### WORK INSTRUCTION
Repeat each entry verbatim.

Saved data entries

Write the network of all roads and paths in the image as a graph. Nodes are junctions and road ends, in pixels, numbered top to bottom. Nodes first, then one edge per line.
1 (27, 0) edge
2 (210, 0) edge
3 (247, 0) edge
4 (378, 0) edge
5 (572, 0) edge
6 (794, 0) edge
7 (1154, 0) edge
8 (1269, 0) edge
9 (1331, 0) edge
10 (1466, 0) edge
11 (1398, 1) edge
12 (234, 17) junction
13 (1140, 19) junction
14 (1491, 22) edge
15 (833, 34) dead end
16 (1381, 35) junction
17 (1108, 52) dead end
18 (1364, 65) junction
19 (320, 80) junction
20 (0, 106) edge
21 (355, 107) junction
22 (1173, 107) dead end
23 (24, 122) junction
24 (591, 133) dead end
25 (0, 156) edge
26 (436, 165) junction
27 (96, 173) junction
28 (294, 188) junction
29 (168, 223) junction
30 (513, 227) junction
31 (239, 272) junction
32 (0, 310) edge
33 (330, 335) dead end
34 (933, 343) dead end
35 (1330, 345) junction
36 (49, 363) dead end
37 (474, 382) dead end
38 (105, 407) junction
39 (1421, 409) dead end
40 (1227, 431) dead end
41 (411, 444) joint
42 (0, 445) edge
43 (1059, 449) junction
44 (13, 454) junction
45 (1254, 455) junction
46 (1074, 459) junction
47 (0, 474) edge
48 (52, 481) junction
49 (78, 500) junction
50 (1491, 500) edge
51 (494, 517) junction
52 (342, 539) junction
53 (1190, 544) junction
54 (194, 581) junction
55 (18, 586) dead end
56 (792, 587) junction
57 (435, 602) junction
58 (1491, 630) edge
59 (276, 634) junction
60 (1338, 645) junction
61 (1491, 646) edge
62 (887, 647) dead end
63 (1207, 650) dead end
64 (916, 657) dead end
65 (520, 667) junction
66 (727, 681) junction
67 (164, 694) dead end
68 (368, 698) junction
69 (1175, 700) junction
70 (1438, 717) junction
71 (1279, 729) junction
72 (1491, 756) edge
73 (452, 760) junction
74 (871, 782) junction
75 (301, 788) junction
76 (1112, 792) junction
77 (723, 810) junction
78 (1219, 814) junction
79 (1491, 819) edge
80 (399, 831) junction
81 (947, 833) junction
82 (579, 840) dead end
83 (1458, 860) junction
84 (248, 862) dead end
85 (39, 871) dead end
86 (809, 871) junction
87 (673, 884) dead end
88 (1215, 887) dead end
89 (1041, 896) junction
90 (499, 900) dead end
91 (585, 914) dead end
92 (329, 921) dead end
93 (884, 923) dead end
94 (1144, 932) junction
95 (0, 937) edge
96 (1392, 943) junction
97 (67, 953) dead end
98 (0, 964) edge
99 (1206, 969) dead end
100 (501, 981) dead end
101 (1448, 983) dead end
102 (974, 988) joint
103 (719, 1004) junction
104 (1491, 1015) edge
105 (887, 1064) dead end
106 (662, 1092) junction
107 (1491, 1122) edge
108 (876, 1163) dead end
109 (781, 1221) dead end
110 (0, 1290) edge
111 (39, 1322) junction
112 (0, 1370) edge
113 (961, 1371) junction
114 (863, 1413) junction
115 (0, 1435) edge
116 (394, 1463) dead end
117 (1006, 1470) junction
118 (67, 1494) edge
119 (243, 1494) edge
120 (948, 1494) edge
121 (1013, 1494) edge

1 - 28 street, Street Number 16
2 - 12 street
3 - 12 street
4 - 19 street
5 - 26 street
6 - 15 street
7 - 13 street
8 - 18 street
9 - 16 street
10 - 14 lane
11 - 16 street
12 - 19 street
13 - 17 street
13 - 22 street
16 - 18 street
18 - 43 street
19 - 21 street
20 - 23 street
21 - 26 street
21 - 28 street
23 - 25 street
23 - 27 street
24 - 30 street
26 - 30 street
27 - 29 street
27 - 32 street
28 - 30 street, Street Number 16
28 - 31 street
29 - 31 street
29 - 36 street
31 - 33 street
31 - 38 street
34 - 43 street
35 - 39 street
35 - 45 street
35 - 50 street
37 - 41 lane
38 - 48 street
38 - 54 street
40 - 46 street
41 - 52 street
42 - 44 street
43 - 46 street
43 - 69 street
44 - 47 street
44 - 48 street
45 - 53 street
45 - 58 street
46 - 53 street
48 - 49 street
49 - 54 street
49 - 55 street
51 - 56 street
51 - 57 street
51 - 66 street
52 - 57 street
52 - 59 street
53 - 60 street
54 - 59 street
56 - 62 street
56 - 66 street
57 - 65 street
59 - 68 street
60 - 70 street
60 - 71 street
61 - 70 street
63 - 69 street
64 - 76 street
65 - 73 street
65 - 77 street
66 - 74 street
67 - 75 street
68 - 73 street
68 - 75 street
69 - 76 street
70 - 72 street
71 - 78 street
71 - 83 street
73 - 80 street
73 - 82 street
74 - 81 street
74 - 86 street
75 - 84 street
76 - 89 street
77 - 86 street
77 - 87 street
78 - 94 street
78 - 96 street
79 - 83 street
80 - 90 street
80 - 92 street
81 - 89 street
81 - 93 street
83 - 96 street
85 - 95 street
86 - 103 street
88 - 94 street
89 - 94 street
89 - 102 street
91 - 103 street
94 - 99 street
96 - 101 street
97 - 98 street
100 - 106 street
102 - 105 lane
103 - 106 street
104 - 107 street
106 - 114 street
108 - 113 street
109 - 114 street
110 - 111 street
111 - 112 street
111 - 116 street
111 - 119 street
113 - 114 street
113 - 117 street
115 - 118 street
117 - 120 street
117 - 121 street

### WRITTEN ANSWER
Write the network of all roads and paths in the image as a graph. Nodes are junctions and road ends, in pixels, numbered top to bottom. Nodes first, then one edge per line.
1 (27, 0) edge
2 (210, 0) edge
3 (247, 0) edge
4 (378, 0) edge
5 (572, 0) edge
6 (794, 0) edge
7 (1154, 0) edge
8 (1269, 0) edge
9 (1331, 0) edge
10 (1466, 0) edge
11 (1398, 1) edge
12 (234, 17) junction
13 (1140, 19) junction
14 (1491, 22) edge
15 (833, 34) dead end
16 (1381, 35) junction
17 (1108, 52) dead end
18 (1364, 65) junction
19 (320, 80) junction
20 (0, 106) edge
21 (355, 107) junction
22 (1173, 107) dead end
23 (24, 122) junction
24 (591, 133) dead end
25 (0, 156) edge
26 (436, 165) junction
27 (96, 173) junction
28 (294, 188) junction
29 (168, 223) junction
30 (513, 227) junction
31 (239, 272) junction
32 (0, 310) edge
33 (330, 335) dead end
34 (933, 343) dead end
35 (1330, 345) junction
36 (49, 363) dead end
37 (474, 382) dead end
38 (105, 407) junction
39 (1421, 409) dead end
40 (1227, 431) dead end
41 (411, 444) joint
42 (0, 445) edge
43 (1059, 449) junction
44 (13, 454) junction
45 (1254, 455) junction
46 (1074, 459) junction
47 (0, 474) edge
48 (52, 481) junction
49 (78, 500) junction
50 (1491, 500) edge
51 (494, 517) junction
52 (342, 539) junction
53 (1190, 544) junction
54 (194, 581) junction
55 (18, 586) dead end
56 (792, 587) junction
57 (435, 602) junction
58 (1491, 630) edge
59 (276, 634) junction
60 (1338, 645) junction
61 (1491, 646) edge
62 (887, 647) dead end
63 (1207, 650) dead end
64 (916, 657) dead end
65 (520, 667) junction
66 (727, 681) junction
67 (164, 694) dead end
68 (368, 698) junction
69 (1175, 700) junction
70 (1438, 717) junction
71 (1279, 729) junction
72 (1491, 756) edge
73 (452, 760) junction
74 (871, 782) junction
75 (301, 788) junction
76 (1112, 792) junction
77 (723, 810) junction
78 (1219, 814) junction
79 (1491, 819) edge
80 (399, 831) junction
81 (947, 833) junction
82 (579, 840) dead end
83 (1458, 860) junction
84 (248, 862) dead end
85 (39, 871) dead end
86 (809, 871) junction
87 (673, 884) dead end
88 (1215, 887) dead end
89 (1041, 896) junction
90 (499, 900) dead end
91 (585, 914) dead end
92 (329, 921) dead end
93 (884, 923) dead end
94 (1144, 932) junction
95 (0, 937) edge
96 (1392, 943) junction
97 (67, 953) dead end
98 (0, 964) edge
99 (1206, 969) dead end
100 (501, 981) dead end
101 (1448, 983) dead end
102 (974, 988) joint
103 (719, 1004) junction
104 (1491, 1015) edge
105 (887, 1064) dead end
106 (662, 1092) junction
107 (1491, 1122) edge
108 (876, 1163) dead end
109 (781, 1221) dead end
110 (0, 1290) edge
111 (39, 1322) junction
112 (0, 1370) edge
113 (961, 1371) junction
114 (863, 1413) junction
115 (0, 1435) edge
116 (394, 1463) dead end
117 (1006, 1470) junction
118 (67, 1494) edge
119 (243, 1494) edge
120 (948, 1494) edge
121 (1013, 1494) edge

1 - 28 street, Street Number 16
2 - 12 street
3 - 12 street
4 - 19 street
5 - 26 street
6 - 15 street
7 - 13 street
8 - 18 street
9 - 16 street
10 - 14 lane
11 - 16 street
12 - 19 street
13 - 17 street
13 - 22 street
16 - 18 street
18 - 43 street
19 - 21 street
20 - 23 street
21 - 26 street
21 - 28 street
23 - 25 street
23 - 27 street
24 - 30 street
26 - 30 street
27 - 29 street
27 - 32 street
28 - 30 street, Street Number 16
28 - 31 street
29 - 31 street
29 - 36 street
31 - 33 street
31 - 38 street
34 - 43 street
35 - 39 street
35 - 45 street
35 - 50 street
37 - 41 lane
38 - 48 street
38 - 54 street
40 - 46 street
41 - 52 street
42 - 44 street
43 - 46 street
43 - 69 street
44 - 47 street
44 - 48 street
45 - 53 street
45 - 58 street
46 - 53 street
48 - 49 street
49 - 54 street
49 - 55 street
51 - 56 street
51 - 57 street
51 - 66 street
52 - 57 street
52 - 59 street
53 - 60 street
54 - 59 street
56 - 62 street
56 - 66 street
57 - 65 street
59 - 68 street
60 - 70 street
60 - 71 street
61 - 70 street
63 - 69 street
64 - 76 street
65 - 73 street
65 - 77 street
66 - 74 street
67 - 75 street
68 - 73 street
68 - 75 street
69 - 76 street
70 - 72 street
71 - 78 street
71 - 83 street
73 - 80 street
73 - 82 street
74 - 81 street
74 - 86 street
75 - 84 street
76 - 89 street
77 - 86 street
77 - 87 street
78 - 94 street
78 - 96 street
79 - 83 street
80 - 90 street
80 - 92 street
81 - 89 street
81 - 93 street
83 - 96 street
85 - 95 street
86 - 103 street
88 - 94 street
89 - 94 street
89 - 102 street
91 - 103 street
94 - 99 street
96 - 101 street
97 - 98 street
100 - 106 street
102 - 105 lane
103 - 106 street
104 - 107 street
106 - 114 street
108 - 113 street
109 - 114 street
110 - 111 street
111 - 112 street
111 - 116 street
111 - 119 street
113 - 114 street
113 - 117 street
115 - 118 street
117 - 120 street
117 - 121 street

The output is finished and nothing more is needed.